Não importa se o fundamento é a culpa, ou se é independentemente desta. Em qualquer circunstância, onde houver a subordinação de um sujeito passivo à determinação de um dever de ressarcimento, ai estará à responsabilidade civil.”


Coadunando com o conceito do grande autor supracitado, pode-se definir, consubstancialmente, que a responsabilidade civil é o dever jurídico de restabelecer a situação anterior a que se encontrava o direito de outrem que foi lesionado. Desta forma, a responsabilidade civil parte da ideia de que há um dever jurídico preexistente e uma obrigação descumprida.


Nota-se, portanto, que no direito de família a definição de responsabilidade civil está intrínseca ao objetivo de satisfazer aquele que sofreu um dano (patrimonial ou extrapatrimonial) causado por outro quando este viola os direitos fundamentais e essenciais necessários ao convívio em sociedade, dando-se relevo, também, para os casos em que ocorre a violação a personalidade.


O nobre autor Michel Silva (2009, p.41) entrelaça a responsabilidade civil ao direito de família da seguinte forma:


“Mesmo dentro do ambiente familiar, o individuo possui todas as garantias e direitos assegura pela constituição federal, pois o ordenamento não faz distinções quanto à circunstância, ao estado civil ou a situação social da pessoa. O mesmo ocorre com os direitos à intimidade e a vida privada. O fato de se estar convivendo debaixo do mesmo teto, não dá direito ao cônjuge ou companheiro (a) de violar a intimidade, a privacidade, a honra e a imagem de seu consorte, expondo-o ao ridículo ou a situações vexatórias. A impossibilidade de continuar a vida em comum não justifica a prática do ilícito. A violação de direitos do consorte, por sua vez, pode dar ensejo ao rompimento do casamento ou na união instável e, se existir dano real e efetivo, terá cabimento a reparação civil por danos materiais, morais e estéticos, podendo, a nosso ver, ocorrer à condenação autônoma e cumulativa em danos morais estéticos.”


3.  Pressupostos da Responsabilidade Civil


De imediato, cumpre ressaltar, que os requisitos caracterizadores da responsabilidade civil que serão tratados neste trabalho são efeitos da classificação majoritária adotada pela doutrina, já que, pelo fato do tema ser bastante explorado, podem-se encontrar diversas classificações sobre o tema.


Dito isto, passa-se ao estudo dos seguintes pressupostos da responsabilidade civil: a conduta humana, nexo de causalidade, dano e culpa (dolo ou culpa stricto sensu).

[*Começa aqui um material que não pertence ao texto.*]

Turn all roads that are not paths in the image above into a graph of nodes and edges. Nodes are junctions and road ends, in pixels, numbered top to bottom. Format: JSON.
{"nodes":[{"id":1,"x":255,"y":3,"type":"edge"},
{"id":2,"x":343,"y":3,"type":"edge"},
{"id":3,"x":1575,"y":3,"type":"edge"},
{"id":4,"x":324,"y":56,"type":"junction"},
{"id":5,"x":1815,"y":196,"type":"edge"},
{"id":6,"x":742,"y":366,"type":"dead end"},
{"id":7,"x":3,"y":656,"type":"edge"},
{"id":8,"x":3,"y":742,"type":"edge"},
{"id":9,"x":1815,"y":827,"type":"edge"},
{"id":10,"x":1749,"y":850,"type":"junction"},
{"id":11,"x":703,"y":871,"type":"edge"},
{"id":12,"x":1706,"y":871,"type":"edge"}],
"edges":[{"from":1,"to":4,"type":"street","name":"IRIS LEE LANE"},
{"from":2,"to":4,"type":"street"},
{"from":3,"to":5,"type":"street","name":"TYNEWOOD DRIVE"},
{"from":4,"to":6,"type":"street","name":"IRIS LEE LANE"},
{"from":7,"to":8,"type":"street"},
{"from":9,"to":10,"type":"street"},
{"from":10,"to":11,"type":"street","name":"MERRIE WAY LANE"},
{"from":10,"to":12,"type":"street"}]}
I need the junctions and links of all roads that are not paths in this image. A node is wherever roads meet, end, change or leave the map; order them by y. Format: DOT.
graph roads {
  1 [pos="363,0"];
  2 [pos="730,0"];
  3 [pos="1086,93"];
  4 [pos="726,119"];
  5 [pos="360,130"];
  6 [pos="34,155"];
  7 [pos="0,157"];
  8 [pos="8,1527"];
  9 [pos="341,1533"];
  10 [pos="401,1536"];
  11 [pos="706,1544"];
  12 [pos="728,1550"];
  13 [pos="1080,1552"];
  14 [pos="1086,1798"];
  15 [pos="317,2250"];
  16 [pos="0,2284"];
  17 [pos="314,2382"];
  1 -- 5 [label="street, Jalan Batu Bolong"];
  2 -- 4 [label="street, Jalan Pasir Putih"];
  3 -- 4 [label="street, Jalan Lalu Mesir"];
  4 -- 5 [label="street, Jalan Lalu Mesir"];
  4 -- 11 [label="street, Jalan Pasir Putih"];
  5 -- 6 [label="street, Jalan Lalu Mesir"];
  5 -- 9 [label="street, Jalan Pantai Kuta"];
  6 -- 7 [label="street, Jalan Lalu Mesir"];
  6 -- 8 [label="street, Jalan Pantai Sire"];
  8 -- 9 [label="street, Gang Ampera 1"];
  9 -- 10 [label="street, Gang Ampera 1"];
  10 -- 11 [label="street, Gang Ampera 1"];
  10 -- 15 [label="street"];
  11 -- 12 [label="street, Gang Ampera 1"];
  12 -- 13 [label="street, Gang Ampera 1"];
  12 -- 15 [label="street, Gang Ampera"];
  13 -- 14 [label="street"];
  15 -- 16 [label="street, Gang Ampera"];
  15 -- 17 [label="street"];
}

Faltando qualquer desses elementos, o direito à indenização também será afastado.


3.1 Conduta Humana


A conduta humana, seja ela comissiva ou omissiva, é a origem do dever de reparação, pois não se configurará a responsabilidade civil sem que tenha havido a conduta de alguém.

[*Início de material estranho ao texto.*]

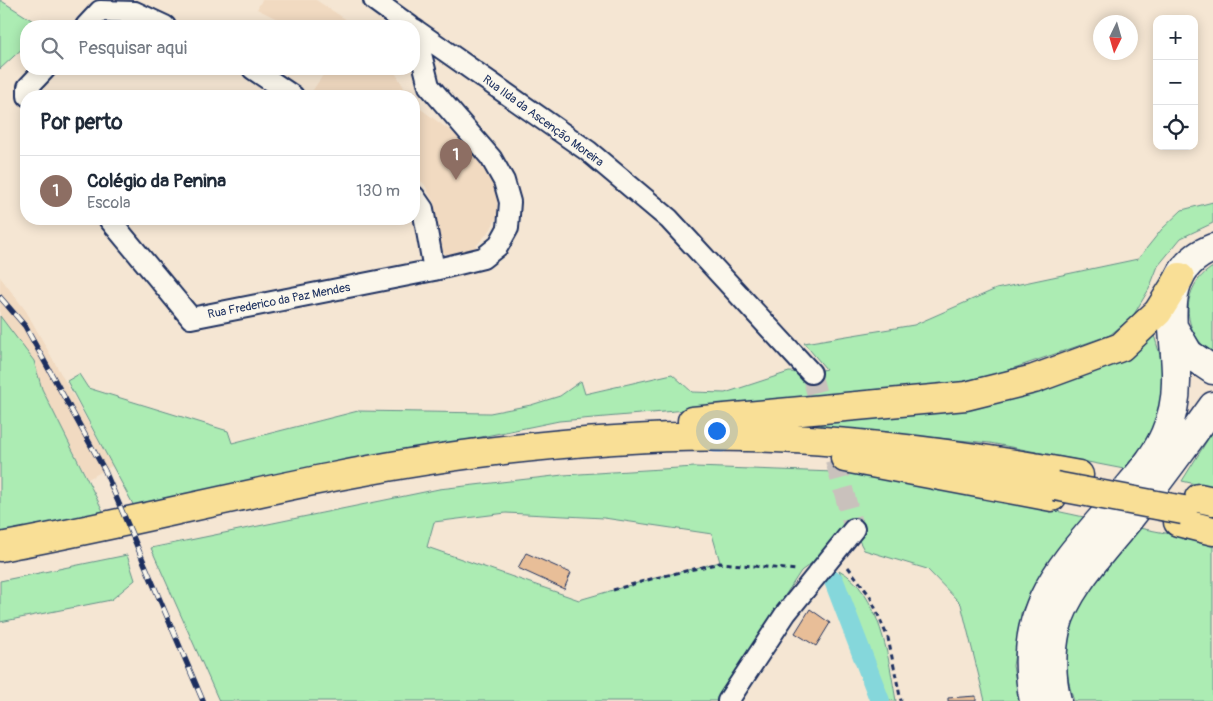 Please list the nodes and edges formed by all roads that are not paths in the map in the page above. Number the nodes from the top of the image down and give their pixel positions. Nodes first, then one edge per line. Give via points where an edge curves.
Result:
1 (374, 0) edge
2 (92, 20) edge
3 (152, 20) edge
4 (402, 20) edge
5 (420, 33) edge
6 (420, 53) edge
7 (39, 75) edge
8 (262, 75) edge
9 (28, 90) edge
10 (285, 90) edge
11 (420, 205) edge
12 (114, 225) edge
13 (1213, 248) edge
14 (434, 270) junction
15 (1180, 277) junction
16 (1175, 330) junction
17 (1213, 370) edge
18 (811, 373) tunnel mouth
19 (1213, 406) edge
20 (372, 470) junction
21 (1197, 510) edge
22 (854, 529) dead end
23 (1213, 531) edge
24 (0, 546) edge
25 (0, 562) edge
26 (728, 701) edge
27 (1034, 701) edge
28 (1057, 701) edge

1 - 4 street, Rua Ilda da Ascenção Moreira
2 - 3 street via 100,11 135,12
5 - 18 street, Rua Ilda da Ascenção Moreira via 588,151 669,219
6 - 14 street, Rua Frederico da Paz Mendes via 429,86 491,158 504,181 510,202 508,228 498,246 483,258
7 - 9 street
8 - 10 street
11 - 14 street
12 - 14 street, Rua Frederico da Paz Mendes via 191,318
13 - 15 main road via 1198,256
15 - 16 main road via 1172,303
15 - 20 main road via 1158,312 1121,347 1034,379 966,396 694,421 600,426 443,451
16 - 17 main road via 1189,354
16 - 27 main road via 1176,383 1173,410 1165,434 1148,463 1066,560 1042,598 1031,638 1029,678
19 - 28 main road via 1084,575 1066,605 1056,628 1052,658
20 - 21 main road via 477,453 562,444 644,438 744,437 903,447 981,457 1079,476
20 - 24 main road
21 - 23 main road
21 - 25 main road, bridge via 1054,491 942,468 842,457 782,453 584,458 428,476
22 - 26 street via 776,628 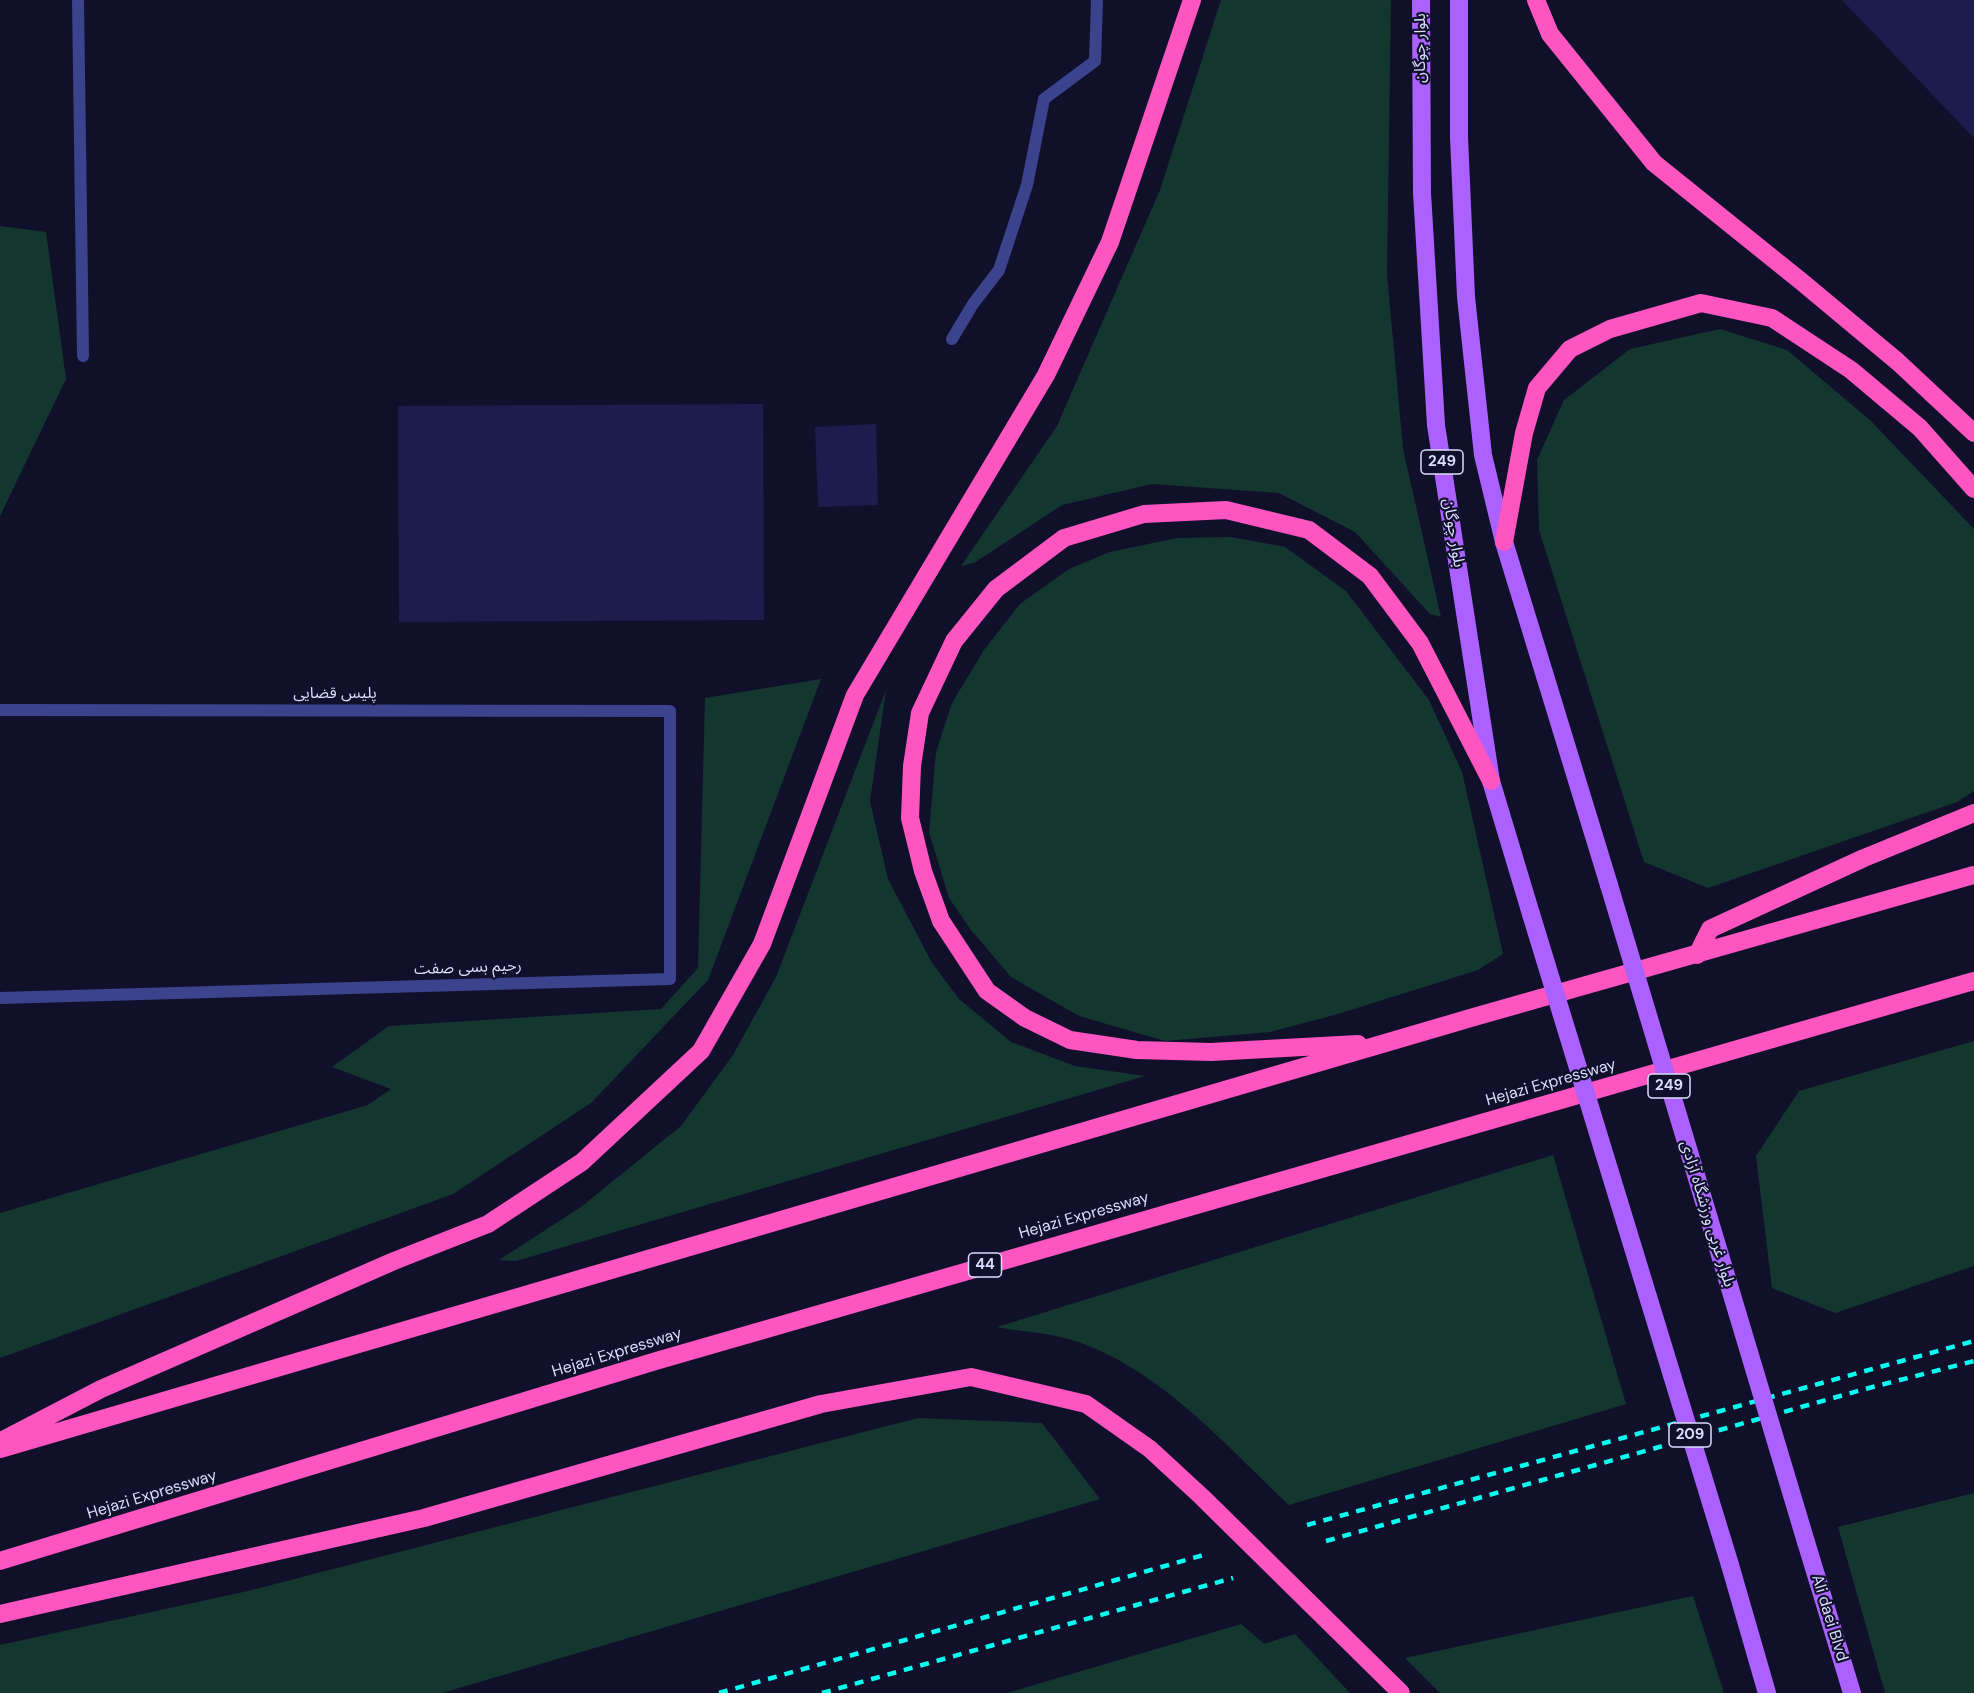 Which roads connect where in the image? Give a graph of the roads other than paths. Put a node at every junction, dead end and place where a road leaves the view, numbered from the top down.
1 (78, 0) edge
2 (1097, 0) edge
3 (1192, 0) edge
4 (1421, 0) edge
5 (1459, 0) edge
6 (1536, 0) edge
7 (952, 339) dead end
8 (83, 356) dead end
9 (1974, 433) edge
10 (1974, 489) edge
11 (1504, 542) junction
12 (0, 710) edge
13 (670, 711) joint
14 (1491, 781) junction
15 (1974, 813) edge
16 (1974, 875) edge
17 (1697, 955) junction
18 (1974, 981) edge
19 (0, 998) edge
20 (1393, 1042) junction
21 (1651, 1305) joint
22 (0, 1441) edge
23 (0, 1449) edge
24 (1806, 1542) joint
25 (0, 1562) edge
26 (0, 1614) edge
27 (1401, 1693) edge
28 (1767, 1693) edge
29 (1852, 1693) edge

1 - 8 street
2 - 7 street
3 - 22 highway
4 - 14 main road, بلوار چوگان / 249
5 - 11 main road, 249
6 - 9 highway
10 - 11 highway
11 - 24 main road, بلوار غربی ورزشگاه آزادی / 249, bridge
12 - 13 street, پلیس قضایی
13 - 19 street, رحیم بسی صفت
14 - 20 highway
14 - 21 main road, بلوار چوگان / 249, bridge
15 - 17 highway
16 - 17 highway
17 - 20 highway
18 - 25 highway, Hejazi Expressway / 44
20 - 23 highway
21 - 28 main road, 209, bridge
24 - 29 main road, Ali daei Blvd
26 - 27 highway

Os doutos Gagliano e Pamplona Filho (2007, p.27), conceituam a conduta humana da seguinte forma:


“Trata-se, em outras palavras, da conduta humana, positiva ou negativa (omissão), guiada pela vontade do agente, que desemboca no dano ou prejuízo. Assim, em nosso entendimento, até por um imperativo de procedência lógica, cuida-se do primeiro elemento da responsabilidade civil a ser estudado, seguido do dano e do nexo de causalidade.”


Nota-se, desta forma, que a conduta humana, culposa ou dolosa, omissiva ou comissiva, é pressuposto essencial para a caracterização da responsabilidade civil.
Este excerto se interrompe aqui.